Top of DATA EXTRACTS

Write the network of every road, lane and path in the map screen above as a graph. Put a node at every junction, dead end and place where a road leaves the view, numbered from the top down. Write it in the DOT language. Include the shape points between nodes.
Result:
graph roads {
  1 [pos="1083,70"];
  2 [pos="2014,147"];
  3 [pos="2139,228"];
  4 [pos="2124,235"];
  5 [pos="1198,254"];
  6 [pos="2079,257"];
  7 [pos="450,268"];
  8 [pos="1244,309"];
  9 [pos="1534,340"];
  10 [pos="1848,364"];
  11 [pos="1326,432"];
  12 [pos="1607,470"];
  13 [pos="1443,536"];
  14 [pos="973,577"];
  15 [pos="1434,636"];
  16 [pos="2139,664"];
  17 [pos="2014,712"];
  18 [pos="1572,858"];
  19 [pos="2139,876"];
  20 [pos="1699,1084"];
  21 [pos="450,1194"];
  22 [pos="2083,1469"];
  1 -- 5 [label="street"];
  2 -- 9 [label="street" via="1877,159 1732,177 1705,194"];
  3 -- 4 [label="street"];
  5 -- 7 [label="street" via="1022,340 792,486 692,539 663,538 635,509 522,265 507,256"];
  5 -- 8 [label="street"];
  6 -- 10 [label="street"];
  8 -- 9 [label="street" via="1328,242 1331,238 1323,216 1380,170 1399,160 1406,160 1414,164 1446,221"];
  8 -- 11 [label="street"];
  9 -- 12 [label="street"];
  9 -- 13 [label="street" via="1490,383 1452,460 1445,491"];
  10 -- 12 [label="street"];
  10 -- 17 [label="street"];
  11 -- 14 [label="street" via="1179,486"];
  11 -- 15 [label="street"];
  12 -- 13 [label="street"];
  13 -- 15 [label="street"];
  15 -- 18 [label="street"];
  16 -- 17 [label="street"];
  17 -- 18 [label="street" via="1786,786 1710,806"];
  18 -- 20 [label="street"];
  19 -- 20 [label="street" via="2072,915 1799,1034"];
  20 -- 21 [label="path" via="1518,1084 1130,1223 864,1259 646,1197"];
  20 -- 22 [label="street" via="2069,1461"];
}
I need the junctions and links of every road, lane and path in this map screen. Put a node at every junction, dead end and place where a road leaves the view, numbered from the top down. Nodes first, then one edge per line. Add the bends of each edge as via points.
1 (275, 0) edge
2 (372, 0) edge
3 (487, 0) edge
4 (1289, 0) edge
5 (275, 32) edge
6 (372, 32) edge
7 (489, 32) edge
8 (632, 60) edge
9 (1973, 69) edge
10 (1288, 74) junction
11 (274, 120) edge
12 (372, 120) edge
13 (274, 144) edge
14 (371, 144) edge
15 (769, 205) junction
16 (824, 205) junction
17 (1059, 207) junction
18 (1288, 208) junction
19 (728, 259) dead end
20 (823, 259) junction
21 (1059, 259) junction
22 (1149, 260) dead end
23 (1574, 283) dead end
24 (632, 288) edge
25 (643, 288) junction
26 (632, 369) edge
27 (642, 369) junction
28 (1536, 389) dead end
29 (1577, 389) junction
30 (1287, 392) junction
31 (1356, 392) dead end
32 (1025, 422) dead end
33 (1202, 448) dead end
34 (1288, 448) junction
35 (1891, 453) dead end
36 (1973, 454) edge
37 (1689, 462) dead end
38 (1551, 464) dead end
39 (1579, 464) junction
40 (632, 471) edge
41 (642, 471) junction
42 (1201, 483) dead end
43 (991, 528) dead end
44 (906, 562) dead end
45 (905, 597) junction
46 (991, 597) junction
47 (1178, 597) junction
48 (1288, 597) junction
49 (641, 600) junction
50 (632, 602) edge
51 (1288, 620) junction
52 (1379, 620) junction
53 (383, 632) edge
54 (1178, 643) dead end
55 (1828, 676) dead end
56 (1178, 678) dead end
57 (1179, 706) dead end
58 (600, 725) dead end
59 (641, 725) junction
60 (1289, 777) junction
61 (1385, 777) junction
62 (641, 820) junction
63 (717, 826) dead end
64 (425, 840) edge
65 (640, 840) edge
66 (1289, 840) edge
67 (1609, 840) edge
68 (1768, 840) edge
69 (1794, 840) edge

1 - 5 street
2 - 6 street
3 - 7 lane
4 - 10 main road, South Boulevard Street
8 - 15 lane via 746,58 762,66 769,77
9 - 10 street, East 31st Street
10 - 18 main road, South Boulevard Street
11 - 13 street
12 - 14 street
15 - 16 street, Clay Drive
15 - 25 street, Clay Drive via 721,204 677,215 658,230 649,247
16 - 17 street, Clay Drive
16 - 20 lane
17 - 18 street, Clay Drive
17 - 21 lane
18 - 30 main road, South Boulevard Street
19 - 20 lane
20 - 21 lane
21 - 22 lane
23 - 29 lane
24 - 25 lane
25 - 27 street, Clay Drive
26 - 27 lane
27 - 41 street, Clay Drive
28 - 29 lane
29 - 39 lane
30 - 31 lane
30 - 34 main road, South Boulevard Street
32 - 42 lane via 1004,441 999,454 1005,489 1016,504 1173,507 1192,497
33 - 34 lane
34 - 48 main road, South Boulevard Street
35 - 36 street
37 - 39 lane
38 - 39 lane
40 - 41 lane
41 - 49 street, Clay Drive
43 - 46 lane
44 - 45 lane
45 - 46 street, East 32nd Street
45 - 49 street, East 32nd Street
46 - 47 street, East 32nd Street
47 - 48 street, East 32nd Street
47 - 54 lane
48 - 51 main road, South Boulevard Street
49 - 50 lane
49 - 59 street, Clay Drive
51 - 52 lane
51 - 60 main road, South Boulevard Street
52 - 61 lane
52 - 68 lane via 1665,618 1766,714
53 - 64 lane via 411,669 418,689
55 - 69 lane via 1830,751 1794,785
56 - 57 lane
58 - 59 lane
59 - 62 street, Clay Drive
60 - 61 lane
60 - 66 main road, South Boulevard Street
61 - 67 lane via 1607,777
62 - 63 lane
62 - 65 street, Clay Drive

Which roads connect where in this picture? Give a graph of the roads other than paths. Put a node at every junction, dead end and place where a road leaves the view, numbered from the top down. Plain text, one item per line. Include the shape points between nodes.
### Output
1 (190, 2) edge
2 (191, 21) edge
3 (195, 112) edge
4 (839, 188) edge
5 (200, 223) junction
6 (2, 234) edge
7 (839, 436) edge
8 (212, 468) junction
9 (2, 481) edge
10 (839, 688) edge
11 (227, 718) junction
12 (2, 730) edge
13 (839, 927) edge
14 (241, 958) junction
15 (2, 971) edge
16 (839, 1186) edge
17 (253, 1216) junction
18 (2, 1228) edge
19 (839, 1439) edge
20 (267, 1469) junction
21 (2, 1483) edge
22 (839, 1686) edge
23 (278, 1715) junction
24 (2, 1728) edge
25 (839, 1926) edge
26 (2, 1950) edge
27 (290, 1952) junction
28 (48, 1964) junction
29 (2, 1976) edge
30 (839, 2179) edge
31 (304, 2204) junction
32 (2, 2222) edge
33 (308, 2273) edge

Bottom of DATA EXTRACTS

EXERCISE DETAILS
Each line of the data is to be retyped exactly as shown.

RESPONSE
Write the network of every road, lane and path in the map screen above as a graph. Put a node at every junction, dead end and place where a road leaves the view, numbered from the top down. Write it in the DOT language. Include the shape points between nodes.
Result:
graph roads {
  1 [pos="1083,70"];
  2 [pos="2014,147"];
  3 [pos="2139,228"];
  4 [pos="2124,235"];
  5 [pos="1198,254"];
  6 [pos="2079,257"];
  7 [pos="450,268"];
  8 [pos="1244,309"];
  9 [pos="1534,340"];
  10 [pos="1848,364"];
  11 [pos="1326,432"];
  12 [pos="1607,470"];
  13 [pos="1443,536"];
  14 [pos="973,577"];
  15 [pos="1434,636"];
  16 [pos="2139,664"];
  17 [pos="2014,712"];
  18 [pos="1572,858"];
  19 [pos="2139,876"];
  20 [pos="1699,1084"];
  21 [pos="450,1194"];
  22 [pos="2083,1469"];
  1 -- 5 [label="street"];
  2 -- 9 [label="street" via="1877,159 1732,177 1705,194"];
  3 -- 4 [label="street"];
  5 -- 7 [label="street" via="1022,340 792,486 692,539 663,538 635,509 522,265 507,256"];
  5 -- 8 [label="street"];
  6 -- 10 [label="street"];
  8 -- 9 [label="street" via="1328,242 1331,238 1323,216 1380,170 1399,160 1406,160 1414,164 1446,221"];
  8 -- 11 [label="street"];
  9 -- 12 [label="street"];
  9 -- 13 [label="street" via="1490,383 1452,460 1445,491"];
  10 -- 12 [label="street"];
  10 -- 17 [label="street"];
  11 -- 14 [label="street" via="1179,486"];
  11 -- 15 [label="street"];
  12 -- 13 [label="street"];
  13 -- 15 [label="street"];
  15 -- 18 [label="street"];
  16 -- 17 [label="street"];
  17 -- 18 [label="street" via="1786,786 1710,806"];
  18 -- 20 [label="street"];
  19 -- 20 [label="street" via="2072,915 1799,1034"];
  20 -- 21 [label="path" via="1518,1084 1130,1223 864,1259 646,1197"];
  20 -- 22 [label="street" via="2069,1461"];
}
I need the junctions and links of every road, lane and path in this map screen. Put a node at every junction, dead end and place where a road leaves the view, numbered from the top down. Nodes first, then one edge per line. Add the bends of each edge as via points.
1 (275, 0) edge
2 (372, 0) edge
3 (487, 0) edge
4 (1289, 0) edge
5 (275, 32) edge
6 (372, 32) edge
7 (489, 32) edge
8 (632, 60) edge
9 (1973, 69) edge
10 (1288, 74) junction
11 (274, 120) edge
12 (372, 120) edge
13 (274, 144) edge
14 (371, 144) edge
15 (769, 205) junction
16 (824, 205) junction
17 (1059, 207) junction
18 (1288, 208) junction
19 (728, 259) dead end
20 (823, 259) junction
21 (1059, 259) junction
22 (1149, 260) dead end
23 (1574, 283) dead end
24 (632, 288) edge
25 (643, 288) junction
26 (632, 369) edge
27 (642, 369) junction
28 (1536, 389) dead end
29 (1577, 389) junction
30 (1287, 392) junction
31 (1356, 392) dead end
32 (1025, 422) dead end
33 (1202, 448) dead end
34 (1288, 448) junction
35 (1891, 453) dead end
36 (1973, 454) edge
37 (1689, 462) dead end
38 (1551, 464) dead end
39 (1579, 464) junction
40 (632, 471) edge
41 (642, 471) junction
42 (1201, 483) dead end
43 (991, 528) dead end
44 (906, 562) dead end
45 (905, 597) junction
46 (991, 597) junction
47 (1178, 597) junction
48 (1288, 597) junction
49 (641, 600) junction
50 (632, 602) edge
51 (1288, 620) junction
52 (1379, 620) junction
53 (383, 632) edge
54 (1178, 643) dead end
55 (1828, 676) dead end
56 (1178, 678) dead end
57 (1179, 706) dead end
58 (600, 725) dead end
59 (641, 725) junction
60 (1289, 777) junction
61 (1385, 777) junction
62 (641, 820) junction
63 (717, 826) dead end
64 (425, 840) edge
65 (640, 840) edge
66 (1289, 840) edge
67 (1609, 840) edge
68 (1768, 840) edge
69 (1794, 840) edge

1 - 5 street
2 - 6 street
3 - 7 lane
4 - 10 main road, South Boulevard Street
8 - 15 lane via 746,58 762,66 769,77
9 - 10 street, East 31st Street
10 - 18 main road, South Boulevard Street
11 - 13 street
12 - 14 street
15 - 16 street, Clay Drive
15 - 25 street, Clay Drive via 721,204 677,215 658,230 649,247
16 - 17 street, Clay Drive
16 - 20 lane
17 - 18 street, Clay Drive
17 - 21 lane
18 - 30 main road, South Boulevard Street
19 - 20 lane
20 - 21 lane
21 - 22 lane
23 - 29 lane
24 - 25 lane
25 - 27 street, Clay Drive
26 - 27 lane
27 - 41 street, Clay Drive
28 - 29 lane
29 - 39 lane
30 - 31 lane
30 - 34 main road, South Boulevard Street
32 - 42 lane via 1004,441 999,454 1005,489 1016,504 1173,507 1192,497
33 - 34 lane
34 - 48 main road, South Boulevard Street
35 - 36 street
37 - 39 lane
38 - 39 lane
40 - 41 lane
41 - 49 street, Clay Drive
43 - 46 lane
44 - 45 lane
45 - 46 street, East 32nd Street
45 - 49 street, East 32nd Street
46 - 47 street, East 32nd Street
47 - 48 street, East 32nd Street
47 - 54 lane
48 - 51 main road, South Boulevard Street
49 - 50 lane
49 - 59 street, Clay Drive
51 - 52 lane
51 - 60 main road, South Boulevard Street
52 - 61 lane
52 - 68 lane via 1665,618 1766,714
53 - 64 lane via 411,669 418,689
55 - 69 lane via 1830,751 1794,785
56 - 57 lane
58 - 59 lane
59 - 62 street, Clay Drive
60 - 61 lane
60 - 66 main road, South Boulevard Street
61 - 67 lane via 1607,777
62 - 63 lane
62 - 65 street, Clay Drive

Which roads connect where in this picture? Give a graph of the roads other than paths. Put a node at every junction, dead end and place where a road leaves the view, numbered from the top down. Plain text, one item per line. Include the shape points between nodes.
### Output
1 (190, 2) edge
2 (191, 21) edge
3 (195, 112) edge
4 (839, 188) edge
5 (200, 223) junction
6 (2, 234) edge
7 (839, 436) edge
8 (212, 468) junction
9 (2, 481) edge
10 (839, 688) edge
11 (227, 718) junction
12 (2, 730) edge
13 (839, 927) edge
14 (241, 958) junction
15 (2, 971) edge
16 (839, 1186) edge
17 (253, 1216) junction
18 (2, 1228) edge
19 (839, 1439) edge
20 (267, 1469) junction
21 (2, 1483) edge
22 (839, 1686) edge
23 (278, 1715) junction
24 (2, 1728) edge
25 (839, 1926) edge
26 (2, 1950) edge
27 (290, 1952) junction
28 (48, 1964) junction
29 (2, 1976) edge
30 (839, 2179) edge
31 (304, 2204) junction
32 (2, 2222) edge
33 (308, 2273) edge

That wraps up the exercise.